COS 52-8 - Functional diversity of North American broad-leaved trees is codetermined by past and current environmental factors

Wednesday, August 10, 2016: 4:00 PM
Grand Floridian Blrm A, Ft Lauderdale Convention Center
Alejandro Ordonez, Department of Bioscience – Ecoinformatics and Biodiversity, Aarhus University, Aarhus, Denmark and Jens-Christian Svenning, Department of Bioscience, Aarhus University, Aarhus C, Denmark
Background/Question/Methods

Modern and historical climate are known to co-determine broad-scale species richness and composition patterns in temperate regions. Nonetheless, is poorly known the extent to which these effects individually or in combination determine functional diversity, as multiple works assume equilibrium between current climate and functional diversity. We estimated functional richness (FRich) and dispersion (FDisp) of North American broad-leaved trees by combining distribution and trait information. Then, we determined if contemporary water-energy availability, current topographic variability, historical climatic stability, and lagged immigration from glacial refugia co-determined the functional diversity of North American broad-leaved trees. We did this by assessing the directionality, magnitude, and relative importance of various contemporary and historical environmental factors know to regulate species diversity. Contrasts were performed across all North America (Mexico, United States, and Canada), and areas within this region that were glaciated or ice-free during the Last Glacial Maximum (~21,000 years ago). 

Results/Conclusions

FRich and FDisp showed distinct geographic patterns that are strongly associated with both contemporary environmental conditions and glacial-interglacial climate change.

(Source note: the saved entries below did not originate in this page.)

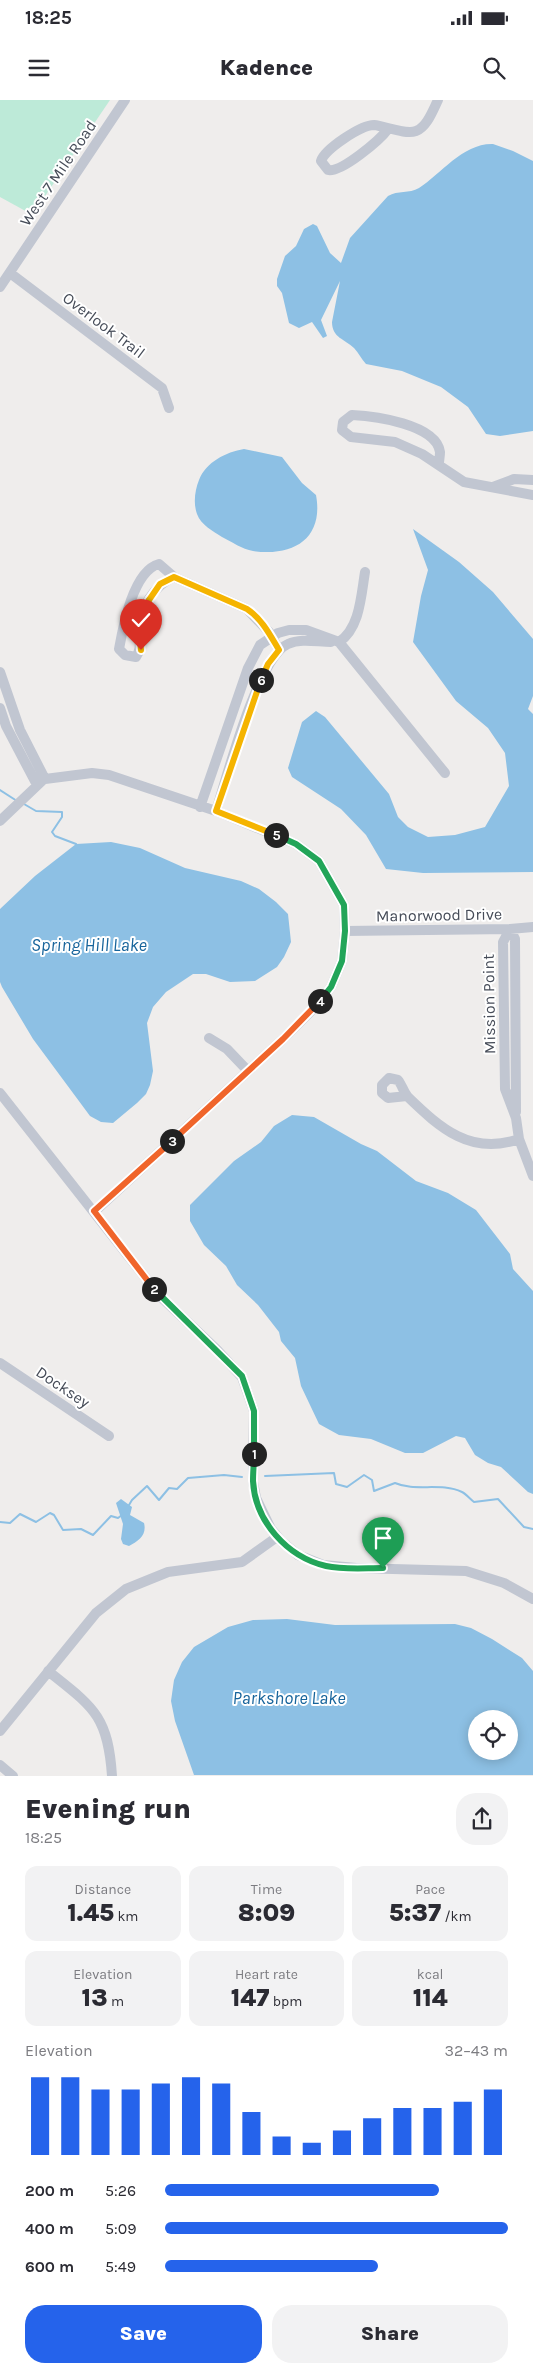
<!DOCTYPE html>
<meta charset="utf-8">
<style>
:root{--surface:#fff;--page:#f2f2f3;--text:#2b2b33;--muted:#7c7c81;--accent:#2563eb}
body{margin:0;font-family:Karla,sans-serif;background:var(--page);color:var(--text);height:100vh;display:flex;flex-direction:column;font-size:19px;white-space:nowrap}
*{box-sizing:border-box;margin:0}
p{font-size:16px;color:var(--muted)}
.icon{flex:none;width:28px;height:28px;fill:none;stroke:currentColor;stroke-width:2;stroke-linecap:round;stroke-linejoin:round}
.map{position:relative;height:1676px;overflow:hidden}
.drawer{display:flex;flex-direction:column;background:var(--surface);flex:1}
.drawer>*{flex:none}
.controls{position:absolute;left:468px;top:1610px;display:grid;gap:10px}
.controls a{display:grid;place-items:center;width:50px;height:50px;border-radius:50%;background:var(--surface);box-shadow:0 2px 12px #0003;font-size:25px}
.pin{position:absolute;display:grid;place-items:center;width:42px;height:42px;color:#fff;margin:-51px -21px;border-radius:50% 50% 50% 0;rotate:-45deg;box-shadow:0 0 5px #0007}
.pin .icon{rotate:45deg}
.km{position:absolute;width:25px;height:25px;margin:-12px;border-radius:50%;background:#222;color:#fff;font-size:14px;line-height:25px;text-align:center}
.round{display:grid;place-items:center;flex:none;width:52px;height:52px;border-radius:20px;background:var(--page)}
.headline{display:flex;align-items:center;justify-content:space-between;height:85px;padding:0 25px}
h1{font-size:28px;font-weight:800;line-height:38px}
.stats{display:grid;grid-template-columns:repeat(3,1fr);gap:8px;height:85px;padding:5px 25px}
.stats div{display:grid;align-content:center;border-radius:12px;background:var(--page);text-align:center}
.stats b{font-size:25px;font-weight:800}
.stats small{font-size:14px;font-weight:400}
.stats p{font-size:14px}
.chart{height:140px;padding:10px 25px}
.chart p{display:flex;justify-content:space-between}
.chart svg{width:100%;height:90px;margin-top:5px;stroke:var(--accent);stroke-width:6}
.cta{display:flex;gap:10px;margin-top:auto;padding:10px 25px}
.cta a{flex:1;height:58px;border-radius:20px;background:var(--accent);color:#fff;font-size:20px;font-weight:800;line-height:58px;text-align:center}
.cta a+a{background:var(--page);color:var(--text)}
ul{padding:0 25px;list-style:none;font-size:16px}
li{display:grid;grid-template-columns:80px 60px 1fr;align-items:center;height:38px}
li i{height:12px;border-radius:6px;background:var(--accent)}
.status{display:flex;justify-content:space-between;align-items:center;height:35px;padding:0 25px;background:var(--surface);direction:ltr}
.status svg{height:14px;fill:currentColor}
header{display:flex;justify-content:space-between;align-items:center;height:65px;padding:0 25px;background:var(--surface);font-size:22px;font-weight:800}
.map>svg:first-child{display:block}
.green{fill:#bdead8}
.water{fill:#8dc0e4;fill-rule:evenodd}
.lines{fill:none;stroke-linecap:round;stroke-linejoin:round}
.stream{stroke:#8dc0e4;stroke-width:2}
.minor{stroke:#c1c6d1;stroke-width:10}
.split-1-casing{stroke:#fff;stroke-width:10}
.split-2-casing{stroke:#fff;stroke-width:10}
.split-3-casing{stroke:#fff;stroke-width:10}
.split-4-casing{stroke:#fff;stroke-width:10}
.split-5-casing{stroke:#fff;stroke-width:10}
.split-6-casing{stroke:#fff;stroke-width:10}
.split-7-casing{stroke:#fff;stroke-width:10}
.split-8-casing{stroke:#fff;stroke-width:10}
.split-1{stroke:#22a559;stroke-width:6}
.split-2{stroke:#22a559;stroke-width:6}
.split-3{stroke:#f0652b;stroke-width:6}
.split-4{stroke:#f0652b;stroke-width:6}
.split-5{stroke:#22a559;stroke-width:6}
.split-6{stroke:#f5b400;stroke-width:6}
.split-7{stroke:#f5b400;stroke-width:6}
.split-8{stroke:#f5b400;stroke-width:6}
.labels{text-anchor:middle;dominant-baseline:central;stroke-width:4;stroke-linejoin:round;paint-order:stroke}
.street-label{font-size:16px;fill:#464c58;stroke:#fff}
.water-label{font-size:18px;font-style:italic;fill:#17649b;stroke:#fff}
</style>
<div class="status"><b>18:25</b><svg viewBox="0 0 49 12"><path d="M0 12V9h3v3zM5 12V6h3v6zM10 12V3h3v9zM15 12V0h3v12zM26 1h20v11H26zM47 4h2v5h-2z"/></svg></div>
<header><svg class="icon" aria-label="menu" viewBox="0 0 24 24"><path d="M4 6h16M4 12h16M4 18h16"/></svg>Kadence<svg class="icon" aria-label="search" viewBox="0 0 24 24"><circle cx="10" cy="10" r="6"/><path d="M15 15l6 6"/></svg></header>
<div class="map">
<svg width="533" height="1676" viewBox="0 0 533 1676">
<rect width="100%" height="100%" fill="#efedec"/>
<path class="green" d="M0 0H110L41 102 31 114 0 97Z"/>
<path class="water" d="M493 44 513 51 533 61V331L500 336 486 334 468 307 441 287 402 271 366 264C361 259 359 253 354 248 345 239 332 238 332 222L340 181 321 220 327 236 323 238 312 222 299 228 289 223 282 193 277 186V179L285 156 296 146 304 129 313 124 317 126 330 153 341 163 350 138 388 96C398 90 409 94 419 88 441 74 463 43 493 44Z
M244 349 282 357 302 383 316 395C324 438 294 457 253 451 242 449 232 442 222 437 213 431 201 425 197 414 193 403 195 390 199 380 206 362 226 352 244 349Z
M413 429 459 462 493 492 533 539V596L528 609 533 614V772L423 773 386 769 366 735 341 709 292 677 288 668 302 622 316 611 325 617 389 694 398 717 408 727 428 737 455 735 485 727 509 686 505 653 488 628 456 601 413 542 421 496 428 470Z
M111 742 140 748 185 768 241 781 259 789 276 802 288 814 291 842 284 857 277 867 255 881 230 882 206 874H193L166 892 153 907 147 923 153 971 150 985 146 994 137 1003 113 1023 101 1022 90 1016 33 939 2 887 0 882V809L35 776 76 744Z
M292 1015 314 1017 361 1044 377 1051 416 1081 448 1093 476 1110 510 1154 513 1169 533 1191V1394L528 1392 501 1367 488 1363 475 1355 465 1338 456 1336 423 1353H405L371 1339 339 1335 319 1324 301 1286 295 1258 281 1241 279 1232 258 1205 237 1185 226 1166 204 1145 190 1121V1105L234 1061 261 1042 274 1026Z
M121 1399 132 1407 130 1415 144 1423C147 1435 139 1441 129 1446L123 1444 121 1439 123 1424 116 1403Z
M287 1519 335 1525 455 1524 471 1528 492 1539 522 1558 533 1571V1675H194L175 1621 171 1601 174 1580 182 1562 194 1547 228 1527 253 1520ZM476 1619H509V1651H476Z"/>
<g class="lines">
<path class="stream" d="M0 690 17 701
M24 704 36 711 62 712V717L52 732 55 736 76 744
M265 1376 334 1373 336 1384 347 1387 364 1375 372 1380 374 1391 395 1383C415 1392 441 1382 462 1392 466 1394 470 1399 474 1402L498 1399 524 1427 533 1429
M129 1405 132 1400 147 1386 159 1400 169 1388 177 1389 188 1378 224 1375 242 1377
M0 1422 10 1423 20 1414 36 1422 50 1413 54 1415 63 1430 81 1429 93 1435 111 1416 118 1418 122 1415"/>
<path class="minor" d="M388 29C380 40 341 73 328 70L321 61C325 49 361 25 374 25 385 26 405 35 416 31 427 27 433 10 438 0
M10 173 162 288 169 308
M0 187 125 0
M439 364C439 360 440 356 440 352 436 324 374 316 352 315L343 322 342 330 351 337 395 342 422 354 464 382 533 395
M493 387 514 379 533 380
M174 477C153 486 140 508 140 531 139 542 142 548 136 557L125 555 119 549C123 527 133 471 159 464L174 477 247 509 269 532 279 550
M339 542C360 528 361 496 365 472
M0 572 20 630 45 679
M0 608 6 626 37 685
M45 679 92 673 109 675 216 711 296 744 319 761 344 805 345 831 342 861 331 887 318 904 283 939 95 1111
M200 707 248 568 260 545 278 533 289 530H306L339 542 445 673
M216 711C227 677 258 557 288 544 301 538 317 542 331 542
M0 721 42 681
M510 829 503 842 505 989 516 1018 519 1039 533 1076
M510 829 515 839 516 1012
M345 831 510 829 533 827
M209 938 227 949 248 971
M0 993 159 1195 217 1250 242 1277 254 1311 253 1382 256 1398 271 1429 282 1442 298 1455 323 1465 356 1468 466 1471 504 1483 533 1499
M407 996 388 998 382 993V985L389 978 398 980C402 985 404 993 408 997 440 1028 471 1056 519 1039
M0 1263 109 1336
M48 1571C93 1607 108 1615 112 1676
M0 1631 96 1513 126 1489 168 1472 242 1462 277 1437
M0 1665 13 1676"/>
</g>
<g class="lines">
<defs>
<path id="split-1" d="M254 1354C254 1363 253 1372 253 1381 255 1421 287 1457 326 1466 344 1470 364 1468 383 1468"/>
<path id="split-2" d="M154 1189 242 1276 254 1311V1354"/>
<path id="split-3" d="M154 1189 94 1111 172 1041"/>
<path id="split-4" d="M172 1041 283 939 320 901"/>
<path id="split-5" d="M276 735 296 744 319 761 344 805 345 831 342 861 331 887 320 901"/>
<path id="split-6" d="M261 580 216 711 276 735"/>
<path id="split-7" d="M149 500 160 484 174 477 247 509C262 519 270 535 279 550L268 564 261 580"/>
<path id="split-8" d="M141 550 139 530 149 500"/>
</defs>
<use href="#split-1" class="split-1-casing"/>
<use href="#split-2" class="split-2-casing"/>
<use href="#split-3" class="split-3-casing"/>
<use href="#split-4" class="split-4-casing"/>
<use href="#split-5" class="split-5-casing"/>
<use href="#split-6" class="split-6-casing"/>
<use href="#split-7" class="split-7-casing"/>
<use href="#split-8" class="split-8-casing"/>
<use href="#split-1" class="split-1"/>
<use href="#split-2" class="split-2"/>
<use href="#split-3" class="split-3"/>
<use href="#split-4" class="split-4"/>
<use href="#split-5" class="split-5"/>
<use href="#split-6" class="split-6"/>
<use href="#split-7" class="split-7"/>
<use href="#split-8" class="split-8"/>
</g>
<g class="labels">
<g class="street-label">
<text transform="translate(58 73) rotate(-56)">West 7 Mile Road</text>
<text transform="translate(104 225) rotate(37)">Overlook Trail</text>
<text transform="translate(439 815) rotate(-1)">Manorwood Drive</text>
<text transform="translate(489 904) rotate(-91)">Mission Point</text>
<text transform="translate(63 1287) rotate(34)">Docksey</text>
</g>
<g class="water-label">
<text x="89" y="845">Spring Hill Lake</text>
<text x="289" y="1598">Parkshore Lake</text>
</g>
</g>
</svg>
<div class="controls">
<a><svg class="icon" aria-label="locate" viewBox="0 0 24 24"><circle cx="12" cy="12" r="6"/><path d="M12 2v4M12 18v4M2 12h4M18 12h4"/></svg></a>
</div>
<div class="pin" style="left:383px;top:1468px;background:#1e9e55"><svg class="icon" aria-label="arrive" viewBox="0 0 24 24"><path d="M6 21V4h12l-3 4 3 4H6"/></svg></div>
<div class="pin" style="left:141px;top:550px;background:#d93025"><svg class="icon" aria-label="check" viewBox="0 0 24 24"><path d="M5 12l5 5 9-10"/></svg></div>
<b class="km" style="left:254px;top:1354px">1</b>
<b class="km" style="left:154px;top:1189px">2</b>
<b class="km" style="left:172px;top:1041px">3</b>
<b class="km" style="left:320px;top:901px">4</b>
<b class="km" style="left:276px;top:735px">5</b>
<b class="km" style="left:261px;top:580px">6</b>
</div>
<section class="drawer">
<div class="headline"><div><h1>Evening run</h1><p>18:25</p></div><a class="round"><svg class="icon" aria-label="share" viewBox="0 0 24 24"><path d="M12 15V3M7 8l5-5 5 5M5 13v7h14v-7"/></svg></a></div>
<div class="stats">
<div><p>Distance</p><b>1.45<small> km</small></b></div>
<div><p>Time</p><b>8:09</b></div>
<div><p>Pace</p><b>5:37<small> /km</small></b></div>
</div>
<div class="stats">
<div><p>Elevation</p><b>13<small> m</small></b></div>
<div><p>Heart rate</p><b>147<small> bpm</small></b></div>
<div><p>kcal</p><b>114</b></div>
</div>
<div class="chart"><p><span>Elevation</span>32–43 m</p>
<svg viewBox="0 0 160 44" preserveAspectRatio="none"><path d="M5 44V6M15 44V6M25 44V12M35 44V12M45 44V9M55 44V6M65 44V9M75 44V23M85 44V35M95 44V38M105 44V32M115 44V26M125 44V21M135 44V21M145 44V18M155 44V12"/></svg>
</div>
<ul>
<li><b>200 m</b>5:26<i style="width:80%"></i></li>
<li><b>400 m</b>5:09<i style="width:100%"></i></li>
<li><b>600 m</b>5:49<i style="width:62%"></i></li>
</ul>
<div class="cta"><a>Save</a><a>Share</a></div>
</section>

Model averaged regression coefficients and AIC based variable relative importance estimates show that contemporary productivity (FRich-wAIC: 1.0; FDisp-wAIC: 1.0), annual precipitation (FRich-wAIC: 0.81; FDisp-wAIC: 1.0), and accessibility to glacial refugia (FRich-wAIC: 0.92; FDisp-wAIC: 1.0) have the strongest associations to FRich and FDisp. After controlling for glaciation history, functional diversity association with topographic heterogeneity showed steeper slopes in ice-free regions. These findings suggest that contrary to the expectation climate-diversity equilibrium; functional diversity of North America broad-leaved trees is co-determined by current climate and lagged immigration from glacial refugia.